[Kagami Explains] Beyond The “Likes”: 10 Ways to Support Cosplay and Con Community

Once upon a time, there was an Internet filled with Geocities fansites, EZboards, and if you had some cash in the bank, you’d probably create your own website that showcased your cosplay creations. While Facebook does make it easier to upload photos and to share cosplay progress and single shots from your latest photoshoot, there’s an obvious downside to Facebook business pages. Because of Facebook’s “no two personal accounts” or “no cosplay-as-your-last-name” policies, a few years ago, cosplayers have created “fan pages” to showcase their work. Some even do giveaways and collect fans by the number of likes. The downside to this, as many small businesses can commiserate is Facebook’s faulty algorithm system. The more likes a post gets, the more exposure it will get. The more money someone throws at their business page, ideally, you would get more exposure. There’s been a notion in the past couple of years along the lines of “support cosplayers – like their pages!” and “we all started somewhere with under a 100 likes…now it’s time to get more fans!”

As an old fart from the EZboard and Yahoo Cosplay Mailing List days, the general norm was “I cosplay because I’m a fan,” not “I cosplay for my fans.” Support was much more defined by helping one another and being kind to one another at conventions, in person, and online. While there are those who exercise kindness in the community, true support comes from action and attitude, not just being another number in the race for likes and fans.

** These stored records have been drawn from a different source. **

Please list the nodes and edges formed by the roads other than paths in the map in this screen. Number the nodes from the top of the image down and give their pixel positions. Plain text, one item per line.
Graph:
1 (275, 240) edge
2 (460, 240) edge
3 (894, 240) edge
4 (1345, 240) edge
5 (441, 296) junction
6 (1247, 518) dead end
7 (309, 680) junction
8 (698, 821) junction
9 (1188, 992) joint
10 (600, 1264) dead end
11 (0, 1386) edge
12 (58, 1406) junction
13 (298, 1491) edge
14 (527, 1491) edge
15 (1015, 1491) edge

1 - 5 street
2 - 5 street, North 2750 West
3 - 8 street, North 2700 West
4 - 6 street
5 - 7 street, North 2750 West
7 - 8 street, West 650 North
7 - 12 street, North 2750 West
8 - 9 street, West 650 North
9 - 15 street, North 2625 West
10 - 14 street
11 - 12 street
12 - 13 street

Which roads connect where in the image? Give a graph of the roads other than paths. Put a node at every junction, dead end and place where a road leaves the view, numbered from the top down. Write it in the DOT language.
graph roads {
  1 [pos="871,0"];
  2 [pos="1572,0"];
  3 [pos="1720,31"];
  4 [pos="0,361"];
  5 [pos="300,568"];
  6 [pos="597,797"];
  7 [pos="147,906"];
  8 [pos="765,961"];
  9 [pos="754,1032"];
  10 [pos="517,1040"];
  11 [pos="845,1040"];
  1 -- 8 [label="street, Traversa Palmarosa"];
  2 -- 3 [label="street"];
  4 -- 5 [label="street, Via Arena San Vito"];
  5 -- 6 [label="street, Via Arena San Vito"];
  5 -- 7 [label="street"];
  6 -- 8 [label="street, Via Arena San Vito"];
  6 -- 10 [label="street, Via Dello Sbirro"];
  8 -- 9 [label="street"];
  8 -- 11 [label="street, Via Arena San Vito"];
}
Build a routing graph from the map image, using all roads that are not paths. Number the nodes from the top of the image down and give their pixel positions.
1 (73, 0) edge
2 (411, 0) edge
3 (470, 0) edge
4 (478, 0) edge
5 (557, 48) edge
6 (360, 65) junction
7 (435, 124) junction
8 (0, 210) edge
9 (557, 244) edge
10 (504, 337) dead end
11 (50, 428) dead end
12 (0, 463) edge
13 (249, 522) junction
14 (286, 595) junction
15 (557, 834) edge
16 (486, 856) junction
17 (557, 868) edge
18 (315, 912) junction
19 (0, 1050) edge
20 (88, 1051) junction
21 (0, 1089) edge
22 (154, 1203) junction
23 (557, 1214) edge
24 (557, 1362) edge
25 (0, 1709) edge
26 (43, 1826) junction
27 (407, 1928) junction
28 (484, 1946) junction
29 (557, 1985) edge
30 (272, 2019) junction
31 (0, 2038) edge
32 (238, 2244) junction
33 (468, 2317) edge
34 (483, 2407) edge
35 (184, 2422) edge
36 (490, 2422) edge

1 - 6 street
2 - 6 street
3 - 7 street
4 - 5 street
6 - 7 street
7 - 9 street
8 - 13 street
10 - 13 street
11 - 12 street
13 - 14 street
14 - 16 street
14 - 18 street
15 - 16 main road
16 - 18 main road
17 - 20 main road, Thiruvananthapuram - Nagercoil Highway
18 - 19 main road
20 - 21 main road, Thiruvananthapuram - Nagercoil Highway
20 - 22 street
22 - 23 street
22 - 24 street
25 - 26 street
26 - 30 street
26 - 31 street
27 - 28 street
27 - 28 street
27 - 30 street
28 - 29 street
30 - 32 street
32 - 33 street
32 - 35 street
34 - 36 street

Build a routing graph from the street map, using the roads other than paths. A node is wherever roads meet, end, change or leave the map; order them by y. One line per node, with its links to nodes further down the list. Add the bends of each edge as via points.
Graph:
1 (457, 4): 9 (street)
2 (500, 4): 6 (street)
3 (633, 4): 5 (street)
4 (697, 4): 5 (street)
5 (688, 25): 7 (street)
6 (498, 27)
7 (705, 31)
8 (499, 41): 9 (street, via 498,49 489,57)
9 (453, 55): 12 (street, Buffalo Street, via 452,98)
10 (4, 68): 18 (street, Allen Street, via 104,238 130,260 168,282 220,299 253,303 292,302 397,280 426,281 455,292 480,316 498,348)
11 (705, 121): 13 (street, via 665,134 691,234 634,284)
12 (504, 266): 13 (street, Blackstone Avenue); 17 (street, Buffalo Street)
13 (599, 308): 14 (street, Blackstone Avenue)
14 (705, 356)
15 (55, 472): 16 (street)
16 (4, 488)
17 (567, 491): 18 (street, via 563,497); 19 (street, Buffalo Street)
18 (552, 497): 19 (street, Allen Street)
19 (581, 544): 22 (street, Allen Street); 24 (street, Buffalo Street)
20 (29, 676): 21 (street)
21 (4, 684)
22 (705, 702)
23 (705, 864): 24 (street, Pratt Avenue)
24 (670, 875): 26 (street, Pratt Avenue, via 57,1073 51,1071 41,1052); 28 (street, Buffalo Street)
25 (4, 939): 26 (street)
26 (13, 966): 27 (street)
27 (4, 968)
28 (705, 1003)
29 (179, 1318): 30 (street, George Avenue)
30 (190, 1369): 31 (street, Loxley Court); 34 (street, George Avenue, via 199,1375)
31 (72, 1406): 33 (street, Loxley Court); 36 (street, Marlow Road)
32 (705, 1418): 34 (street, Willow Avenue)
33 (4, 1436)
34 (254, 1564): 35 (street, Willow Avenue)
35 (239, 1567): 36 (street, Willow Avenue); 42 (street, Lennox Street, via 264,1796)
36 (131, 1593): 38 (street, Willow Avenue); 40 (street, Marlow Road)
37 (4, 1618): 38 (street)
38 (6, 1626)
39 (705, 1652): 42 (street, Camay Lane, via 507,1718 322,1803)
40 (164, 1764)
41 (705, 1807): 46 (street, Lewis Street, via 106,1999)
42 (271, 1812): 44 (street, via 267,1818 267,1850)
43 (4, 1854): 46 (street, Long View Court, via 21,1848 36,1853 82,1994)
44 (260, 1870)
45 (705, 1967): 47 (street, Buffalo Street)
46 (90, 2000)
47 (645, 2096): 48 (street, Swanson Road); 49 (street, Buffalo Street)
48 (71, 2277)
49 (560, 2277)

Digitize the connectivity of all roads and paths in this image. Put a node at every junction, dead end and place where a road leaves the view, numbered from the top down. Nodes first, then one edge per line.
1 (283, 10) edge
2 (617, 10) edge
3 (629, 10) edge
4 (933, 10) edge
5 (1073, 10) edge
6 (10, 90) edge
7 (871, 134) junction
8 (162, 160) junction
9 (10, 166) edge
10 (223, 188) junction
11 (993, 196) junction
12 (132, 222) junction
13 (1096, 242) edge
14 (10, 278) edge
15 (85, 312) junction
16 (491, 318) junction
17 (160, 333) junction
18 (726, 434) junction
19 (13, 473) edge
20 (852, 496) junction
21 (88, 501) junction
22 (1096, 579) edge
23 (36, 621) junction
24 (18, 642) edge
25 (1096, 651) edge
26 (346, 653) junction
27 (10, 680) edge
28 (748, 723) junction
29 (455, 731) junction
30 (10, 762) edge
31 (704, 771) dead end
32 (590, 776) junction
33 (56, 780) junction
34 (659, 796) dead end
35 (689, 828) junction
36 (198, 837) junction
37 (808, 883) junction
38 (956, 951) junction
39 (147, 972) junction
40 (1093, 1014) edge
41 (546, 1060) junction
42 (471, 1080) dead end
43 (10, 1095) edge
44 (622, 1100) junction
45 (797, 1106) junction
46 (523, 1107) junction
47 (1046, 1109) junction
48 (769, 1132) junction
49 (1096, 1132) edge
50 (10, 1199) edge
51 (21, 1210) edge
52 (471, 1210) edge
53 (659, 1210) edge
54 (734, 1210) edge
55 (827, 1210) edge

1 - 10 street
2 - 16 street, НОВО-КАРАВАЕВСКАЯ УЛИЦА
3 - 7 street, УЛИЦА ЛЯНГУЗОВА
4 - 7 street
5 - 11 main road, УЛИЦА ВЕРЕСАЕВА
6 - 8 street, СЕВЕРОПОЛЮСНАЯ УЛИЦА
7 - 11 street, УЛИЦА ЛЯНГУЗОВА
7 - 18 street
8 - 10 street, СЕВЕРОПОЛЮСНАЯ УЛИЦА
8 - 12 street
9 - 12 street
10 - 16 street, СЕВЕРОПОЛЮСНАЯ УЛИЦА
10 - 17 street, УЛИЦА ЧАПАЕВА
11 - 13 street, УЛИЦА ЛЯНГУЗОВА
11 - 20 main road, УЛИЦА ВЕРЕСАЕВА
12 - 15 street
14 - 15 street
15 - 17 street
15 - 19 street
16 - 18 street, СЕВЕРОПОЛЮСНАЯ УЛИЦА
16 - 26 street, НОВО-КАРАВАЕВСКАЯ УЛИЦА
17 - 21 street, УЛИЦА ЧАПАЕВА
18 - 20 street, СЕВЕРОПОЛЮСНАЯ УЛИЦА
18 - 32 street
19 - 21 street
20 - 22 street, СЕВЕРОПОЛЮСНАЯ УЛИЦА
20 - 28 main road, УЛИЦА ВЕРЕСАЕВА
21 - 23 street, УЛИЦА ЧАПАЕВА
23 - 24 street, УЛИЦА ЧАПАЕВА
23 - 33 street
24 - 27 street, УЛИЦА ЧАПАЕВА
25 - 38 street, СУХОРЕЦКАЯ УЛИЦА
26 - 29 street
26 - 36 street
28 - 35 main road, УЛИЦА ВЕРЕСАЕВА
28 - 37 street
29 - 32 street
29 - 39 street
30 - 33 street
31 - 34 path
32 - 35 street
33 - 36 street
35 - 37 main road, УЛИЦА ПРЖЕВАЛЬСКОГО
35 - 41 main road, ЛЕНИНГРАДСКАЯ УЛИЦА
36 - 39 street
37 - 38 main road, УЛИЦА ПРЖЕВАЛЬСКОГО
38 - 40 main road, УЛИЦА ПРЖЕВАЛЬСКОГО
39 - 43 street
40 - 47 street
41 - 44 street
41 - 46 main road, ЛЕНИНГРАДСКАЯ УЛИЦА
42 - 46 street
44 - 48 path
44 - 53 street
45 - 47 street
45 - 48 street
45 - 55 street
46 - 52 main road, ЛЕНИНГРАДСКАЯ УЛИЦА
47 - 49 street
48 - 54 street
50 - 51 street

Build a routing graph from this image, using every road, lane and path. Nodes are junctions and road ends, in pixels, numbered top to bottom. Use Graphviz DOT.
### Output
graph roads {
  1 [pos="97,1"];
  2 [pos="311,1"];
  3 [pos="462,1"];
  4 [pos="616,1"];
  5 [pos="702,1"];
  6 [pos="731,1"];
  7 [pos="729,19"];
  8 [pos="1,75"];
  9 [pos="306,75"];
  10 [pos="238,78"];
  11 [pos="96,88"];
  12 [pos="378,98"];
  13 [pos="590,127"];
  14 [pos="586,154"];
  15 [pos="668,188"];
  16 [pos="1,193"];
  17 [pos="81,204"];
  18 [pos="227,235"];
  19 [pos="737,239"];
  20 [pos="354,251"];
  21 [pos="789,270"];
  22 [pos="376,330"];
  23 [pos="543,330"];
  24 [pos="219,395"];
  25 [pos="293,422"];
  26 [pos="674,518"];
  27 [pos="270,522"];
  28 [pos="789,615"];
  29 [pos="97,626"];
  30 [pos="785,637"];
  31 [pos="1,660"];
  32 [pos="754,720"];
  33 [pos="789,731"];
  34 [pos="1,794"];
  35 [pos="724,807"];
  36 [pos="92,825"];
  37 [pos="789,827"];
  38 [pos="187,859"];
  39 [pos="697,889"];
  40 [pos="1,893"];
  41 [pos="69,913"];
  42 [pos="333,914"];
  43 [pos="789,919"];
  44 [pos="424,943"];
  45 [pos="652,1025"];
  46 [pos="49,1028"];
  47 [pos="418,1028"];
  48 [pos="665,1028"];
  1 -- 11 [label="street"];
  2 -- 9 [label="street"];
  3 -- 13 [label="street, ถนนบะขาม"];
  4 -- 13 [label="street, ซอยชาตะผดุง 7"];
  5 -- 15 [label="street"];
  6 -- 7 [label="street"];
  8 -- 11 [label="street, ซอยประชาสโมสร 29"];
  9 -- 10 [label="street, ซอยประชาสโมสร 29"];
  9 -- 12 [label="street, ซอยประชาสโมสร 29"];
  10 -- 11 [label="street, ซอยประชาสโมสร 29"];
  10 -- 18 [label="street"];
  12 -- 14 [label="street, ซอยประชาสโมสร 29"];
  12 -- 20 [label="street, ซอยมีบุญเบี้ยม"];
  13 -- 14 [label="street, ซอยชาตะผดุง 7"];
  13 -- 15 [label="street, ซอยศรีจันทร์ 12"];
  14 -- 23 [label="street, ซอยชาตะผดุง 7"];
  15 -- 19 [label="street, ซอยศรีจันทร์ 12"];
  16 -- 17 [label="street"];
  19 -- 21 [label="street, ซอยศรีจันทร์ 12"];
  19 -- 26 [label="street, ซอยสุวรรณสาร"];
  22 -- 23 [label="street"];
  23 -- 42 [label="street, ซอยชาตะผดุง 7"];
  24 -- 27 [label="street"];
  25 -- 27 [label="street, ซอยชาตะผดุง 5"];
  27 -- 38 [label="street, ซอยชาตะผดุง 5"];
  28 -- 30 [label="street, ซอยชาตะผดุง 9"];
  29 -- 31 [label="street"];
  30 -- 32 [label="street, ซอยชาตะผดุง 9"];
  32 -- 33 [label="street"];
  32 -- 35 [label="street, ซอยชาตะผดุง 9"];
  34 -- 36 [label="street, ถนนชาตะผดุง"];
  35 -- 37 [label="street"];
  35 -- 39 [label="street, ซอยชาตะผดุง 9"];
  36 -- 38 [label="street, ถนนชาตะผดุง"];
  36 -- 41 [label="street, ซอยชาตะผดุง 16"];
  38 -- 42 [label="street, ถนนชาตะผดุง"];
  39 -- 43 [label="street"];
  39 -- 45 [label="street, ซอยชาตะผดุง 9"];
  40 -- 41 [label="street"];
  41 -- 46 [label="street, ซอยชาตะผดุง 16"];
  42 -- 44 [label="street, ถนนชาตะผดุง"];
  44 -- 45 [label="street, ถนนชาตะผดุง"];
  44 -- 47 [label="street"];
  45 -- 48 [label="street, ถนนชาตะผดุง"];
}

This op-ed aims to outline much more effective, proactive, and empathetic ways we can be there for one another as a community rather than islands in a stream of lost algorithms.



1. Attend cosplay contests. “But I can watch the video on YouTube!” has been the excuse for the past couple of years. While I do like watching cosplay contests and games on YouTube for the sake of recap, there’s something about seeing masquerades and contests live that’s special. Cosplay events are put on by your peers – they are judged by seasoned veterans and run by people who have experience running events. It’s almost like a stage production. Additionally, these are your peers who might be nervous about getting up on stage for the first time. Being a supportive audience member really helps boost up their confidence. It would be sad if no one attended the cosplay contests because there would be no audience to perform for.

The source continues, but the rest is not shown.